(Dataset entries)
.....
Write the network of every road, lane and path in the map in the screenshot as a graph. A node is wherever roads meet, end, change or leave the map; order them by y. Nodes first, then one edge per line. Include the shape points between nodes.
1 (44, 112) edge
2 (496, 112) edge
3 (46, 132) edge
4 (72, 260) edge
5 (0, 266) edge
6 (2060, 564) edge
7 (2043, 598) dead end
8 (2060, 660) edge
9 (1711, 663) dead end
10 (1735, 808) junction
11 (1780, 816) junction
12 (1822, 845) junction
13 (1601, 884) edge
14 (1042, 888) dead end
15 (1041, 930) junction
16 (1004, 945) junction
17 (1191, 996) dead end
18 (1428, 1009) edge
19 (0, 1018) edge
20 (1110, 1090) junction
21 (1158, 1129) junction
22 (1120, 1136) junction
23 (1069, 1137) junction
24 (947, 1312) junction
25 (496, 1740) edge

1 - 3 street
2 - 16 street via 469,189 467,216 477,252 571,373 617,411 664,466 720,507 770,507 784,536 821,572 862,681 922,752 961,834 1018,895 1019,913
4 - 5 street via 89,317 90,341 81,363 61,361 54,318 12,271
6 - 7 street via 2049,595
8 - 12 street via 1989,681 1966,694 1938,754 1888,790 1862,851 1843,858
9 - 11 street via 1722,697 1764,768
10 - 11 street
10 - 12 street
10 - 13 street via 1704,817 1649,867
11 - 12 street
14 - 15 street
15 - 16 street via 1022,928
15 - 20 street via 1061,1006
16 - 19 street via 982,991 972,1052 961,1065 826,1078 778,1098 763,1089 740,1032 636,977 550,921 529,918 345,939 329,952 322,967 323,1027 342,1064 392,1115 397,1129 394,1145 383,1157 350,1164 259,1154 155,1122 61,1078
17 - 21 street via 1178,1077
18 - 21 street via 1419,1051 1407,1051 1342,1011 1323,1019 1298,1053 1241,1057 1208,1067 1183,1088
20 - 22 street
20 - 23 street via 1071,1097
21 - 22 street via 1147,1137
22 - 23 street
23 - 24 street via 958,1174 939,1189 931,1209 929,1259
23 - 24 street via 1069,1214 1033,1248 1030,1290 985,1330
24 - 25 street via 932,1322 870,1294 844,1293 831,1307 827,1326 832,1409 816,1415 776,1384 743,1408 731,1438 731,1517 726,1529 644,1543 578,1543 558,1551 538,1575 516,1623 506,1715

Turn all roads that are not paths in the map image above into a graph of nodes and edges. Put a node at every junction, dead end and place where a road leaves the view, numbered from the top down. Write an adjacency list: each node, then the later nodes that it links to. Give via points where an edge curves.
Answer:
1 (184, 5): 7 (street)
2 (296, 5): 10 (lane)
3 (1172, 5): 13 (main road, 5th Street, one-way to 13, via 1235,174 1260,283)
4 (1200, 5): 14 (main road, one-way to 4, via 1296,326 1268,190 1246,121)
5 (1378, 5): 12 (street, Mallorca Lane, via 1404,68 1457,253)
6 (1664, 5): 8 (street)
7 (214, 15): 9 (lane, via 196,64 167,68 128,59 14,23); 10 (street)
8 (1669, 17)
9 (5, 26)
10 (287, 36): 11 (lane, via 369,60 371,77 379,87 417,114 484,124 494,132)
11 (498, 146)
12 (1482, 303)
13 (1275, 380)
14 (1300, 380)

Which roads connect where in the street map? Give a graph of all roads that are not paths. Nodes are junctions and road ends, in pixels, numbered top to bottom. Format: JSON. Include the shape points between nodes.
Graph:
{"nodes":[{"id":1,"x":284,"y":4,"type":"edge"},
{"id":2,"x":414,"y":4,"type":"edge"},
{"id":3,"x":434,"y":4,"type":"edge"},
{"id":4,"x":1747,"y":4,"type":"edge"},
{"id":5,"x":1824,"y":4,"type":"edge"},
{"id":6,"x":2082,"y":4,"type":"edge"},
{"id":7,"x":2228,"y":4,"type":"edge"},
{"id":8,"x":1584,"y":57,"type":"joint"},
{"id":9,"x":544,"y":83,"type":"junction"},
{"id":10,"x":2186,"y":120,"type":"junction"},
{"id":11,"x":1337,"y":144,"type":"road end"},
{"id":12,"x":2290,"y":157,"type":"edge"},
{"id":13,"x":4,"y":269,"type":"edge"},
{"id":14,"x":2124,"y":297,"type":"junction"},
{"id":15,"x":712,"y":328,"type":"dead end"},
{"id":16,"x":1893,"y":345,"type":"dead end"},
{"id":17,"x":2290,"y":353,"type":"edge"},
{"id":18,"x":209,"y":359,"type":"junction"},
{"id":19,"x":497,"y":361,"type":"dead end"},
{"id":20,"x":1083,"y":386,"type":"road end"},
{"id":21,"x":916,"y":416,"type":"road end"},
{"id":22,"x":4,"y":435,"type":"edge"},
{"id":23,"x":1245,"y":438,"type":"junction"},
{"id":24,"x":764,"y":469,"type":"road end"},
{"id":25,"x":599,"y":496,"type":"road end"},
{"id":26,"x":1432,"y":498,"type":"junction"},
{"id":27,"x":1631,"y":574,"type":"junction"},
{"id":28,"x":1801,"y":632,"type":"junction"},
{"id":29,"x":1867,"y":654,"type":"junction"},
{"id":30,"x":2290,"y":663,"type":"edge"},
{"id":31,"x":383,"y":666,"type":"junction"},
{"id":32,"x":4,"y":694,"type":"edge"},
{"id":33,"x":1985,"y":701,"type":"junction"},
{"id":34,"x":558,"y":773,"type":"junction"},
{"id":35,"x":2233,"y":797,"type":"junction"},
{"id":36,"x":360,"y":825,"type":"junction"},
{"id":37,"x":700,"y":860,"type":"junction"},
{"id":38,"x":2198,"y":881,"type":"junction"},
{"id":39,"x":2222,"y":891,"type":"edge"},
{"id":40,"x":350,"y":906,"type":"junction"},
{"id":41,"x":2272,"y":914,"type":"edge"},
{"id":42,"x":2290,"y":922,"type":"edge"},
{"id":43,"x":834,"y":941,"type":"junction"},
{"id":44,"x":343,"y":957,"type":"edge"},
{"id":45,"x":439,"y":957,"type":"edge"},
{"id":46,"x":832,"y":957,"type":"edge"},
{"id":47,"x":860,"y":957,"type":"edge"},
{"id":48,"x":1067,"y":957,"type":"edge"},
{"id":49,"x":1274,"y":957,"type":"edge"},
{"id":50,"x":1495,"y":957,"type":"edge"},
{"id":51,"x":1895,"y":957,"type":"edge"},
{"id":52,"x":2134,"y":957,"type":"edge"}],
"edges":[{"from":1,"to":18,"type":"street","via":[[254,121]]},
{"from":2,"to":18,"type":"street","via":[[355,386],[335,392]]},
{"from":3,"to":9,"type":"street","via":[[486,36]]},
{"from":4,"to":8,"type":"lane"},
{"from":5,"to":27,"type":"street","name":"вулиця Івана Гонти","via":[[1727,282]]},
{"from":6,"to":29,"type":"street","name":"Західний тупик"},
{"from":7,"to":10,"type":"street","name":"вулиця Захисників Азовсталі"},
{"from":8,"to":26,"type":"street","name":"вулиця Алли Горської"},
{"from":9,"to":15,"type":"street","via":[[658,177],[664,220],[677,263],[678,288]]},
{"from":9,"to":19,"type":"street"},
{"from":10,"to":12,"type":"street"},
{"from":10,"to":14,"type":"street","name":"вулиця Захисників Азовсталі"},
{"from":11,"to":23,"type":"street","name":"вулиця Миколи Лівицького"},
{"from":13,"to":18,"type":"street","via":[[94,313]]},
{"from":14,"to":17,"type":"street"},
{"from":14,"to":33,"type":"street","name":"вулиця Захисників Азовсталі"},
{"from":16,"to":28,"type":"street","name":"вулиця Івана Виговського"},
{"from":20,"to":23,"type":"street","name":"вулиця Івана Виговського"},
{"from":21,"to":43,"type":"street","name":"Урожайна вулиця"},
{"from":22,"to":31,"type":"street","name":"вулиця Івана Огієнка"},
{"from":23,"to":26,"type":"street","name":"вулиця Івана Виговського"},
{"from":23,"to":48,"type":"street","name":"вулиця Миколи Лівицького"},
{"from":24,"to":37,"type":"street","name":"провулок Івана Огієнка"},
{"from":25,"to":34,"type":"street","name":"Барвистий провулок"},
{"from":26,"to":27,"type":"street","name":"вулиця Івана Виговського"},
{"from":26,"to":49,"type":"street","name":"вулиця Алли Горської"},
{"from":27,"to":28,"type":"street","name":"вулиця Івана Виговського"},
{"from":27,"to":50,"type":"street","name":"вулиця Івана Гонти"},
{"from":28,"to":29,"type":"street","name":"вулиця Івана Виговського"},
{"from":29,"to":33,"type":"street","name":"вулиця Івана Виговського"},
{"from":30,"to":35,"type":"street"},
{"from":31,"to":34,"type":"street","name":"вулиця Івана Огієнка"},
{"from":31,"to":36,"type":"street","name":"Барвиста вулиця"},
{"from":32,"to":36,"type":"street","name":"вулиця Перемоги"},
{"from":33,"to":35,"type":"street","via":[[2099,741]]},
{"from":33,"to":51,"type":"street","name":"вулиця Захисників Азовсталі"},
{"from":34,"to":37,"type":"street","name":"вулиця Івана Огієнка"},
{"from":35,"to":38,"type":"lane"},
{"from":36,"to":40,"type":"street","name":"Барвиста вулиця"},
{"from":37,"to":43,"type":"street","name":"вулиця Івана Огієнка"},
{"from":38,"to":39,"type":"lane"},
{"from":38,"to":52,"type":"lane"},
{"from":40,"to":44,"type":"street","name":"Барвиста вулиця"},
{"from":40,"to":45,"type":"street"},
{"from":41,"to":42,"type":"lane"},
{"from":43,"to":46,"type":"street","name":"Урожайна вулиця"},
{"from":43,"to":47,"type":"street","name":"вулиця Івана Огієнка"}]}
.....
• [ASSIGNMENT]:
Only a number is wanted here: the count of lines in the data that contain the string "Огієнка".

• [ANSWER FOR THE TASK]:
6